Lieber Siegfried, reden wir über die Anfänge. Wie ist "Freude für alle" entstanden?

Siegfried Ruckdeschel: Auslöser war 1969 ein tolles Foto eines NNFotografen, das zwei alte Männer vor dem ehemaligen Radio-Pruy-Schaufenster in der Adlerstraße zeigte. Vor ihnen all diese herrlichen Fernsehapparate, die sie sich nicht leisten konnten. Darüber haben wir geschrieben und uns gefragt: Wie geht’s eigentlich den anderen kleinen Rentnern?

Eine Frage mit Folgen.

Ruckdeschel: Ein Jahr drauf ging es los mit "Freude für alle". Vorläufer war unsere Serie "Das goldene Herz", die gebrauchte Sachen, vor allem Kleidung und Spielzeug, verteilte. Die Kollegin saß auf Mengen voller Kartons, es war sehr aufwendig. Wir müssen etwas mit Geld machen, das ist leichter zu verteilen, lautete dann der Beschluss. Als Zeitung fühlten wir uns in der Pflicht, wir wollten helfen.

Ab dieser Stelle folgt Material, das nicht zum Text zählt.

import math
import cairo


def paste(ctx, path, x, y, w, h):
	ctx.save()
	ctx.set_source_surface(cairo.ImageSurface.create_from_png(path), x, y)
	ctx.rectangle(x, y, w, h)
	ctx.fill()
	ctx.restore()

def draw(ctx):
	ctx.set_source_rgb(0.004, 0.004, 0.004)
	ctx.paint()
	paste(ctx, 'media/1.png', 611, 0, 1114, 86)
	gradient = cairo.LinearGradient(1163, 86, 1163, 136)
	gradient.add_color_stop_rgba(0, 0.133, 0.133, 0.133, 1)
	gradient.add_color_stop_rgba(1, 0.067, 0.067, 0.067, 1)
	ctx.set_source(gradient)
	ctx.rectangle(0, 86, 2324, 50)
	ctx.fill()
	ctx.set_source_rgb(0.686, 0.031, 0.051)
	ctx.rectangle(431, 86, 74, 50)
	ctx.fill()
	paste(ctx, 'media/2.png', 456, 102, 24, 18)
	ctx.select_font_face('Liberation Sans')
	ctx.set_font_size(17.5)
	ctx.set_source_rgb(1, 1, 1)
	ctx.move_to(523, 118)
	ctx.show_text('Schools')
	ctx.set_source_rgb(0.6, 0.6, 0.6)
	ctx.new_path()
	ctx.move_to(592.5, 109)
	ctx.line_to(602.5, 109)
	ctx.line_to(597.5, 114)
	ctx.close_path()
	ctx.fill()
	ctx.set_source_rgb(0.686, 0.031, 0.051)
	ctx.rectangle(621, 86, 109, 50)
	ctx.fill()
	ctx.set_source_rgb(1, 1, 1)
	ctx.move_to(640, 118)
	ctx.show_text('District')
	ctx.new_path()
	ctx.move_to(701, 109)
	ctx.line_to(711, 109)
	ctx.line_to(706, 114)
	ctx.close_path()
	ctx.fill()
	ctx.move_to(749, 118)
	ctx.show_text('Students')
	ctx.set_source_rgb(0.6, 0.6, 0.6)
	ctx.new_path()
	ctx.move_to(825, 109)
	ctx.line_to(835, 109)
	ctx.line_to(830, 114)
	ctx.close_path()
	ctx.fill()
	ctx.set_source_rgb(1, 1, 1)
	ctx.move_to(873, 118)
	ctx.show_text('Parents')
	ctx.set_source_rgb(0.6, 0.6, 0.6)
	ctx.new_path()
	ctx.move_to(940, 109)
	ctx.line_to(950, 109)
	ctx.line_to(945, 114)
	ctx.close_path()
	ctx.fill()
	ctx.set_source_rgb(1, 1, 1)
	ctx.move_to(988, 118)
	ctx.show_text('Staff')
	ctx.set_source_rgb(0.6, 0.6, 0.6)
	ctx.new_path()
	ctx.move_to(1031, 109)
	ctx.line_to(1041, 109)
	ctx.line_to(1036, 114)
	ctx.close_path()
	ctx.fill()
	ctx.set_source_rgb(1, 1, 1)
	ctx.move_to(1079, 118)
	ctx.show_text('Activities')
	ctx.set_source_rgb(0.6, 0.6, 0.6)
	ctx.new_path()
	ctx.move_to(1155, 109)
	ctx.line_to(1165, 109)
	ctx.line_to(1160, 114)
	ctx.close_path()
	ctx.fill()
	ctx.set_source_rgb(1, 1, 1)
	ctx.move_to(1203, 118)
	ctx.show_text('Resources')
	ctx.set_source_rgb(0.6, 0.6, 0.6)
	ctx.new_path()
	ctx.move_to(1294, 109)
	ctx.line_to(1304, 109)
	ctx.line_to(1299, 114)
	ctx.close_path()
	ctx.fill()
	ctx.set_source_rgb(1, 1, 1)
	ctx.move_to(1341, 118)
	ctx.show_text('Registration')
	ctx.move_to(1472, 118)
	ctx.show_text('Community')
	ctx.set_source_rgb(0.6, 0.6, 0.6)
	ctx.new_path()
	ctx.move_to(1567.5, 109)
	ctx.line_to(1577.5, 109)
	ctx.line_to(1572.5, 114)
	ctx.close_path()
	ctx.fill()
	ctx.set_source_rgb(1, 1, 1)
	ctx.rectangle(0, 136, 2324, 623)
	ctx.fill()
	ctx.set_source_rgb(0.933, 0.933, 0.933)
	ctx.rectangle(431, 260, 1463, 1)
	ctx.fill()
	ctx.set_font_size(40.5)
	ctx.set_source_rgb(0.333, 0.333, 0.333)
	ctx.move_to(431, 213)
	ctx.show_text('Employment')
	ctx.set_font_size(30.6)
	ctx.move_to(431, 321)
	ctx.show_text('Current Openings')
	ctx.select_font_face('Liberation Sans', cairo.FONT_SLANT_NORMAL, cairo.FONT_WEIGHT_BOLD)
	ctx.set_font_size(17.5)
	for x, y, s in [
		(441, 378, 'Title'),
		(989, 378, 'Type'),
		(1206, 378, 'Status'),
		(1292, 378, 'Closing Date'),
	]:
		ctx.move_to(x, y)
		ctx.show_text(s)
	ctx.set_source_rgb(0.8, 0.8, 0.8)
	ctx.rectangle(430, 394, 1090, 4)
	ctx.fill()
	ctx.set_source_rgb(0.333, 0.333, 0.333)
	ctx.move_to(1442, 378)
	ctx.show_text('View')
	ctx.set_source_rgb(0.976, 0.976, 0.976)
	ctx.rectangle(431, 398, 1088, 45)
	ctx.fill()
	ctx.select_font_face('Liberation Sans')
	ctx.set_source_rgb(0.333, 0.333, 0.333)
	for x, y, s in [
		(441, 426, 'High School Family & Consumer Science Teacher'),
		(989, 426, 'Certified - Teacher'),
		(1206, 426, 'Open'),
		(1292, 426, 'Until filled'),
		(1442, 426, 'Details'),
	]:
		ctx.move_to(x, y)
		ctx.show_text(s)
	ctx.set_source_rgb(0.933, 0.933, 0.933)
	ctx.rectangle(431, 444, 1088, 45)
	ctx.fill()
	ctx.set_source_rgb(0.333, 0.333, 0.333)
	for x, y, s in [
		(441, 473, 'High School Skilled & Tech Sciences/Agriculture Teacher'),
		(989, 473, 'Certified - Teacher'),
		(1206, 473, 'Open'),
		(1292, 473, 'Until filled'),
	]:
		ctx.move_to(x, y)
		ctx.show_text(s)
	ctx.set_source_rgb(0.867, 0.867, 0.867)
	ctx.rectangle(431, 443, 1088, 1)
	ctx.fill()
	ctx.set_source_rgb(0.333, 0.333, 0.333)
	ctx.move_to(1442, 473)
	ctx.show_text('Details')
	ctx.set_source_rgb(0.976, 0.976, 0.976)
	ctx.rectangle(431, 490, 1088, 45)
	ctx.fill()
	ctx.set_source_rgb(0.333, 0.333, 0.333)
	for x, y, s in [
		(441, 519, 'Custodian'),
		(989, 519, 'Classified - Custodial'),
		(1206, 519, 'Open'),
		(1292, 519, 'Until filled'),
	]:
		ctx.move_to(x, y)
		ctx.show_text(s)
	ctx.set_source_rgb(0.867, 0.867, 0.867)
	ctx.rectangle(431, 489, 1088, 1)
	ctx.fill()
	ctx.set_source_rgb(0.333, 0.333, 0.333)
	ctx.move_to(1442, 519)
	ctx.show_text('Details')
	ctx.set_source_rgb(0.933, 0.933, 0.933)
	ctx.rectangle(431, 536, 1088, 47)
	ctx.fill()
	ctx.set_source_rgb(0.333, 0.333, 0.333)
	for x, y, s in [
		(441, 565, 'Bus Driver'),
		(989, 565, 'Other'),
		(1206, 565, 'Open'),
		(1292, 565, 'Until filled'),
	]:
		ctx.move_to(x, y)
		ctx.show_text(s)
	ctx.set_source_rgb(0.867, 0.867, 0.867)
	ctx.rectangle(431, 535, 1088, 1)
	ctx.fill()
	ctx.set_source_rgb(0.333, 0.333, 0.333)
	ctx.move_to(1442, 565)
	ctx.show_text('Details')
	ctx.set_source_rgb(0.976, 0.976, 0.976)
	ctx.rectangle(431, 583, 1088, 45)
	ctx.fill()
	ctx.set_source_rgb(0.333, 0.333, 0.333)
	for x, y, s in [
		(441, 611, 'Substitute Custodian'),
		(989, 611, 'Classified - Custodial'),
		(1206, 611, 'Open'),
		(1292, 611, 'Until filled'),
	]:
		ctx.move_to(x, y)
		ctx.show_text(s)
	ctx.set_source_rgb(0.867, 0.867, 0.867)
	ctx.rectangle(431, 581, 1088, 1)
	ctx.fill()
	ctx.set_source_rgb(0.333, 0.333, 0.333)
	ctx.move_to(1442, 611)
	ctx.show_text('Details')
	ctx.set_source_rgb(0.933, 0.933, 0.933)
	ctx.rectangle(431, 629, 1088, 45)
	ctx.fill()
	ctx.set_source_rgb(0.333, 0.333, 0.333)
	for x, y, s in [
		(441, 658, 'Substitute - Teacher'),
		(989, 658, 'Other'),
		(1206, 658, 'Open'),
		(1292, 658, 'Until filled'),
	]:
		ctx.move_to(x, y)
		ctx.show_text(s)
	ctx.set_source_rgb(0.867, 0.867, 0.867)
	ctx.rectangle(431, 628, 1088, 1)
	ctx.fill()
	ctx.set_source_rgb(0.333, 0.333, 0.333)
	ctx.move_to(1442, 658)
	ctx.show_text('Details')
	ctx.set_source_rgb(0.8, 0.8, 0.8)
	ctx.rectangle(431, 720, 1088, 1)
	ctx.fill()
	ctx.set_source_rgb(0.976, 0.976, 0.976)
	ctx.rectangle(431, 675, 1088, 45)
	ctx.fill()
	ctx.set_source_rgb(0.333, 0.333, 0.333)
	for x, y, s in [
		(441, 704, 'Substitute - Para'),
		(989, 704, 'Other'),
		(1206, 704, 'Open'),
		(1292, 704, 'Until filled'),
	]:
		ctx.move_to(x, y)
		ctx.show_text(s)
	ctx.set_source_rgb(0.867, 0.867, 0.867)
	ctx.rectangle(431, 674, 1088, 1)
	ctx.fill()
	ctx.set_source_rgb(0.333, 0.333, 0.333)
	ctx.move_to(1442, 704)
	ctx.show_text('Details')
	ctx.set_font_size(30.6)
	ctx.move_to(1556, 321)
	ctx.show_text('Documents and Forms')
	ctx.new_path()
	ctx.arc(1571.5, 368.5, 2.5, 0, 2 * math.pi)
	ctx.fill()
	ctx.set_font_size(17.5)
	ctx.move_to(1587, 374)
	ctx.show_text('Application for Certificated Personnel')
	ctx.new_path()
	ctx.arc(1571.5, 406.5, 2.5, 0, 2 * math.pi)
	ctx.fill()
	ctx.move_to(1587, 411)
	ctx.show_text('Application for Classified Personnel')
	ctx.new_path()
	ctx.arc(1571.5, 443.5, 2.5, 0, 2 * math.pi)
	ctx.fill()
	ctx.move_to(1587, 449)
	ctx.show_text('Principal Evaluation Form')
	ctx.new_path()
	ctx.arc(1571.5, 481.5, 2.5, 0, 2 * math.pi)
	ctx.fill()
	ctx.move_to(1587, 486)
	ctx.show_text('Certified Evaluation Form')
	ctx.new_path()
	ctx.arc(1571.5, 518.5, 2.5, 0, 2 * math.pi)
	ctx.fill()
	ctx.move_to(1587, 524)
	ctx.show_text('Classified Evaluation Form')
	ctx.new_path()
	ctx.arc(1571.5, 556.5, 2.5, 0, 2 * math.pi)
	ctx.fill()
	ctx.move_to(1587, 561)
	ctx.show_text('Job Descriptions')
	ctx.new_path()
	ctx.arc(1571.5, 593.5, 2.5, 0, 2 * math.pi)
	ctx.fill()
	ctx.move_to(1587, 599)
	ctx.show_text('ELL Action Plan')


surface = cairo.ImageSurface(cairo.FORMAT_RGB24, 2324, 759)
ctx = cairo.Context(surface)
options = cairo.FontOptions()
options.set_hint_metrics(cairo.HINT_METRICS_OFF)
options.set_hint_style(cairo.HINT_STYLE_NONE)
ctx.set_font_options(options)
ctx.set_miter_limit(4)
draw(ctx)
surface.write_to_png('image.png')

Hattet ihr damals nur die Kleinrentner und -rentnerinnen im Auge?

Ruckdeschel: Es war mehr. Wir dachten auch an Leute, die sich scheuten, zum Wolferle zu gehen. So hieß damals das Wohlfahrtsamt, die Sozialarbeiterinnen waren Fürsorgerinnen. Übrigens: Von Anfang an wäre die Aktion ohne deren Unterstützung nicht denkbar gewesen. Bei ihnen habe ich dann nach Adressen von Bedürftigen gefragt, anonym natürlich.

Jeder, der knapsen musste, kam infrage?

Ruckdeschel: Wenn die Sozialarbeiter ihn empfahlen, ja. Rentner, Arbeitslose, Obdachlose, Kranke und Drogenabhängige. Aids war ein großes Thema — und die alleinerziehenden Frauen. Die ersten Scheidungswellen waren spürbar. Für mehr als 30 Zeitungsartikel brauchst du eine Bandbreite, um die Leserinnen und Leser zu erreichen.

Wie viel Geld hat die erste Weihnachtsaktion eingespielt?

Ruckdeschel: Ich muss nachschauen: 20 600 Mark. Das war ein schöner Erfolg, der Bericht über die Radio-Pruy-Rentner hatte im Jahr zuvor nur 824 Mark gebracht — allerdings unaufgefordert. Da hatten wir nur geschildert, wie sich diese Leute fühlen.

Erzähl doch bitte von den ersten Menschen, die du besucht hast.

Ruckdeschel: Da war ein Rentner, der hatte eine riesige Gasflasche am Bett stehen, weil er nicht gut schnaufen konnte. Oder zwei bitterarme alte Damen, die sich sehnlichst eine Weihnachtsgans wünschten. Jeden Tag ein Fall für die Aktion, der Fotograf und ich sind losgefahren, ohne zu wissen, ob wir jemanden antreffen würden. Da gab’s kein Handy, die Leute waren daheim oder nicht. Aber irgendwie hat es immer geklappt.

Das Geld, das eingeht, ist mehr geworden. Das Konzept "Freude für alle" hat sich nicht verändert?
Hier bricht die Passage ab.